In this paper, we propose a novel CNEacR method to recommend academic collaborators. CNEacR utilizes the weighted text representation to build a content-enhanced academic collaborator network that contains not only intrinsic collaborative relationships but also the latent semantic relationships formed by the text information. From this network, we use network embedding to get high-quality latent representation, which captures the latent semantic relationships among researchers. Extensive experiments on the real-world datasets demonstrate the effectiveness of CNEacR and its superiority over several existing methods.

We just pay attention to these strong relationships (the paper content and academic relationships), while the weak-tie relationship such as conference or journal is also supposed to be considered. Because the two papers from the same conference or journal share the same research field, researchers are likely to build a collaborative relationship in the future.

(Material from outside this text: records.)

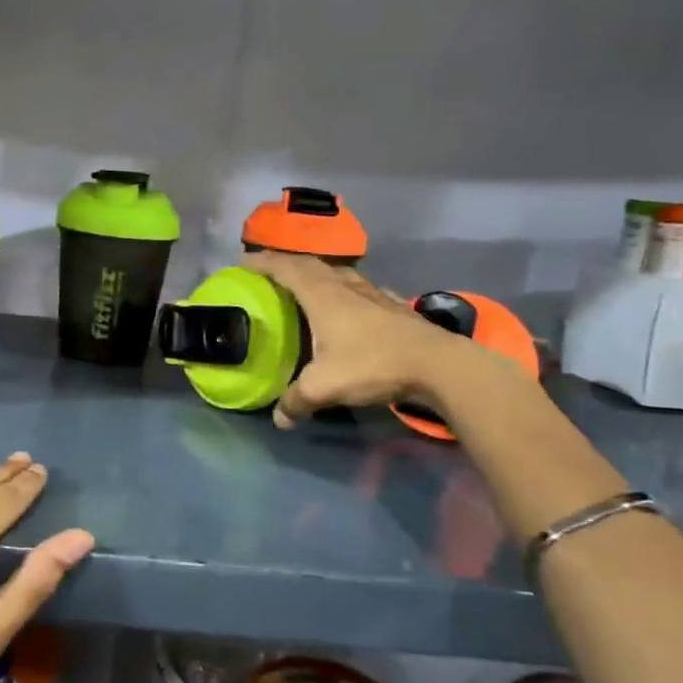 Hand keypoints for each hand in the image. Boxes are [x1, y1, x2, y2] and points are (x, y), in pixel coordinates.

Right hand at [244, 250, 488, 427]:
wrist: (439, 366)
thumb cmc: (373, 364)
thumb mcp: (325, 386)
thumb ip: (297, 400)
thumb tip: (279, 419)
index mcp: (322, 295)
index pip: (286, 268)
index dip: (263, 263)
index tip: (243, 263)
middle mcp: (346, 287)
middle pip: (311, 265)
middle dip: (286, 265)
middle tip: (268, 274)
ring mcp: (374, 294)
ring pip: (339, 274)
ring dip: (318, 275)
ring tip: (305, 287)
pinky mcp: (394, 307)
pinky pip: (362, 289)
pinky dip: (347, 291)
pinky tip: (351, 304) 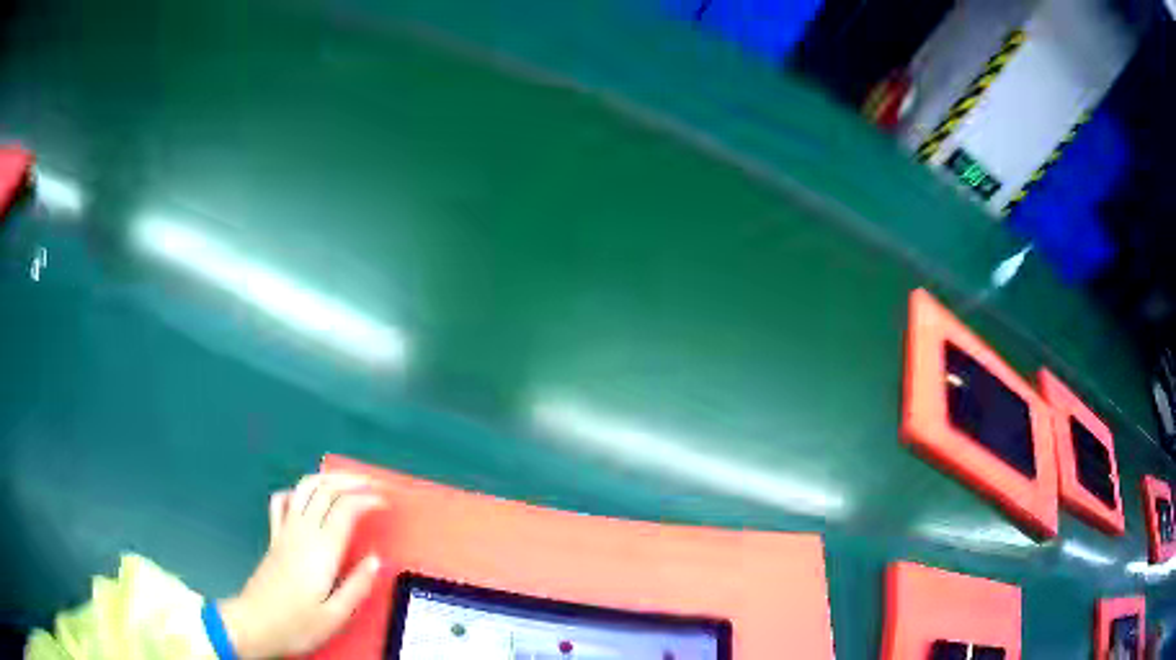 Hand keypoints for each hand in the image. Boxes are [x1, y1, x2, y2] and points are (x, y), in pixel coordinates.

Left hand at [219, 474, 385, 658]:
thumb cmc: (298, 624)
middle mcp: (302, 532)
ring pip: (304, 488)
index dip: (367, 499)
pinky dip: (296, 491)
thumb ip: (357, 586)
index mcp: (321, 550)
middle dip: (351, 481)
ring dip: (326, 479)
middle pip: (325, 490)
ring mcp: (284, 531)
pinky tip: (304, 497)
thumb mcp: (336, 615)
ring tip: (345, 482)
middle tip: (372, 485)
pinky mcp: (273, 537)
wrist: (255, 623)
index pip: (345, 509)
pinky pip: (281, 502)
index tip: (385, 502)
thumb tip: (376, 560) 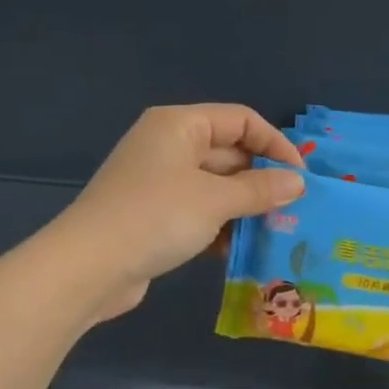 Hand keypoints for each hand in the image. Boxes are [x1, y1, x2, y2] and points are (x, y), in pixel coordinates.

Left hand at [48, 105, 305, 322]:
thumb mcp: (215, 200)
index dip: (275, 144)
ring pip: (216, 185)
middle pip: (229, 152)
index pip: (241, 120)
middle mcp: (168, 145)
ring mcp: (159, 181)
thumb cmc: (155, 218)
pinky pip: (198, 210)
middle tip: (294, 208)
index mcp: (179, 125)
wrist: (87, 268)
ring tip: (275, 230)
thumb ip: (260, 189)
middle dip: (261, 179)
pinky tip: (238, 248)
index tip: (301, 176)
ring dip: (244, 206)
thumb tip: (299, 182)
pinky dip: (220, 224)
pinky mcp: (153, 214) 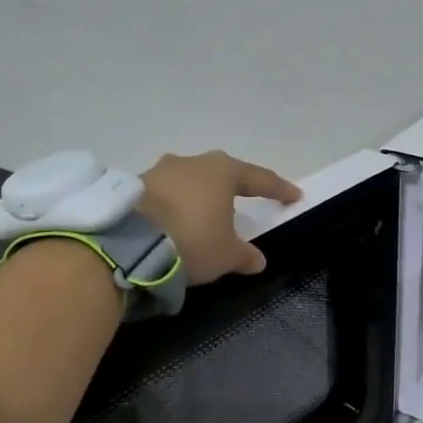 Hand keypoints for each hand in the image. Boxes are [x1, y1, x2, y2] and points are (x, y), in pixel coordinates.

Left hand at [138, 150, 301, 285]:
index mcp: (223, 171)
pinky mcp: (135, 186)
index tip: (294, 196)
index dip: (278, 189)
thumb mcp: (226, 255)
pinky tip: (174, 222)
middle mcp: (193, 162)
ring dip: (199, 196)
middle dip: (234, 187)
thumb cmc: (192, 240)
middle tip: (245, 200)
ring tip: (204, 216)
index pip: (259, 179)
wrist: (128, 242)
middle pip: (221, 173)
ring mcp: (160, 171)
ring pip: (190, 181)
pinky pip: (165, 194)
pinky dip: (174, 206)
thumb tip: (257, 260)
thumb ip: (244, 255) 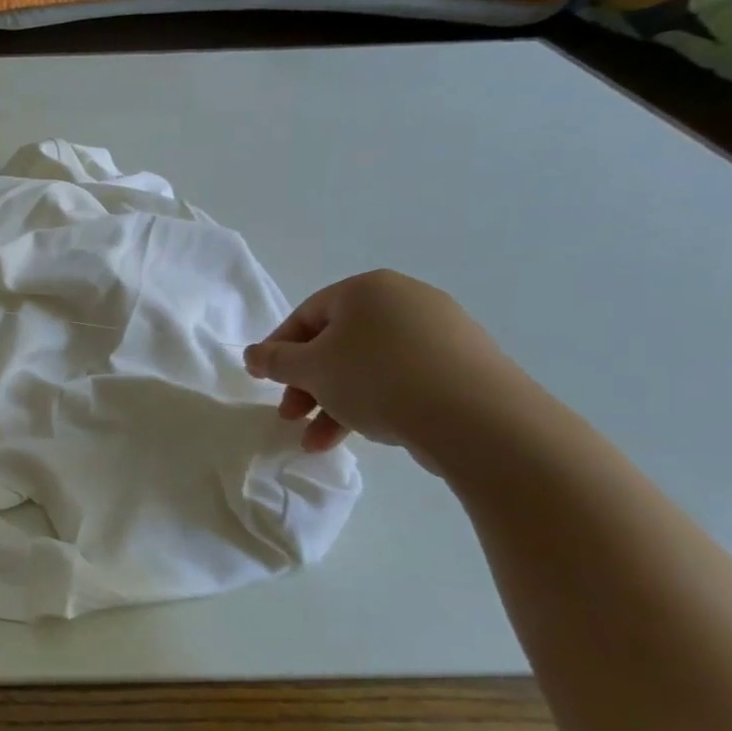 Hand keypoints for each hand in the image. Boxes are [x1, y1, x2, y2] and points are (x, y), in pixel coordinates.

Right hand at [243, 269, 528, 466]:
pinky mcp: (464, 366)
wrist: (479, 419)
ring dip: (335, 402)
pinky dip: (374, 404)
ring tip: (317, 441)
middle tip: (290, 415)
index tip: (264, 382)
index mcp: (366, 289)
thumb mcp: (310, 370)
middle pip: (336, 343)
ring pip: (367, 366)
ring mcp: (441, 332)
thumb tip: (252, 354)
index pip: (306, 315)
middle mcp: (405, 301)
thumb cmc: (377, 379)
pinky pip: (402, 380)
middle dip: (307, 384)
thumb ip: (274, 361)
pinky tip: (362, 434)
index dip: (278, 351) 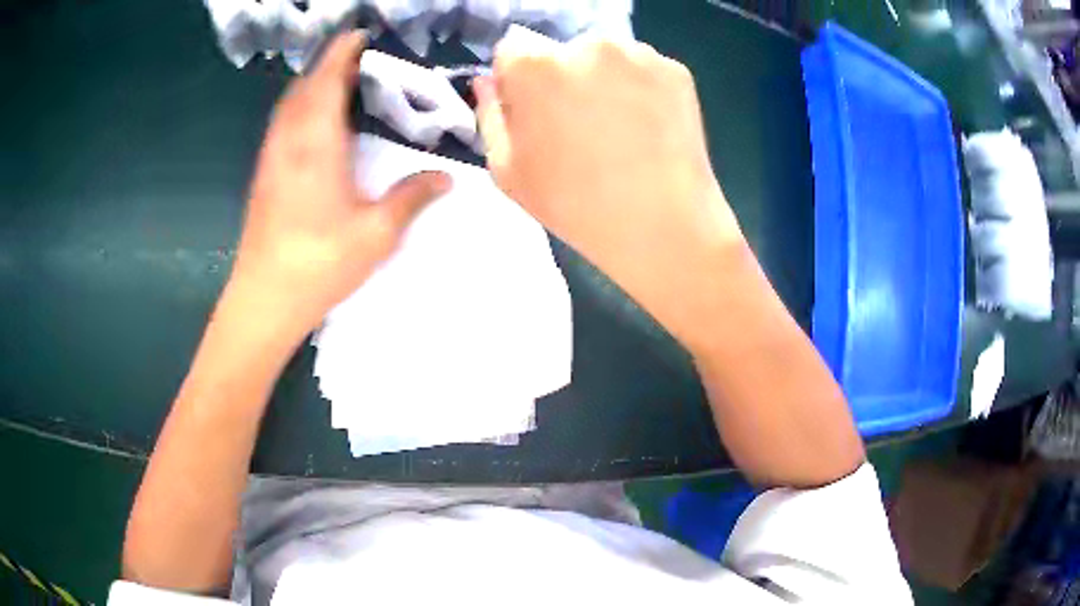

Thus, we will take the weak-tie relation into account in the next job.

Data Availability

The data used to support the findings of this study are available from the corresponding author upon request.

Conflicts of Interest

The authors declare that there are no conflicts of interest regarding the publication of this paper.

Acknowledgments

This work was partially supported by the National Natural Science Foundation of China (Grant nos. 61876001, 61602003, and 61673020), National High Technology Research and Development Program (Grant no. 2017YFB1401903), the Provincial Natural Science Foundation of Anhui Province (Grant no. 1708085QF156), the Major Program of the National Social Science Foundation of China (Grant no. 18ZDA032), and the Recruitment Project of Anhui University for Academic and Technology Leader.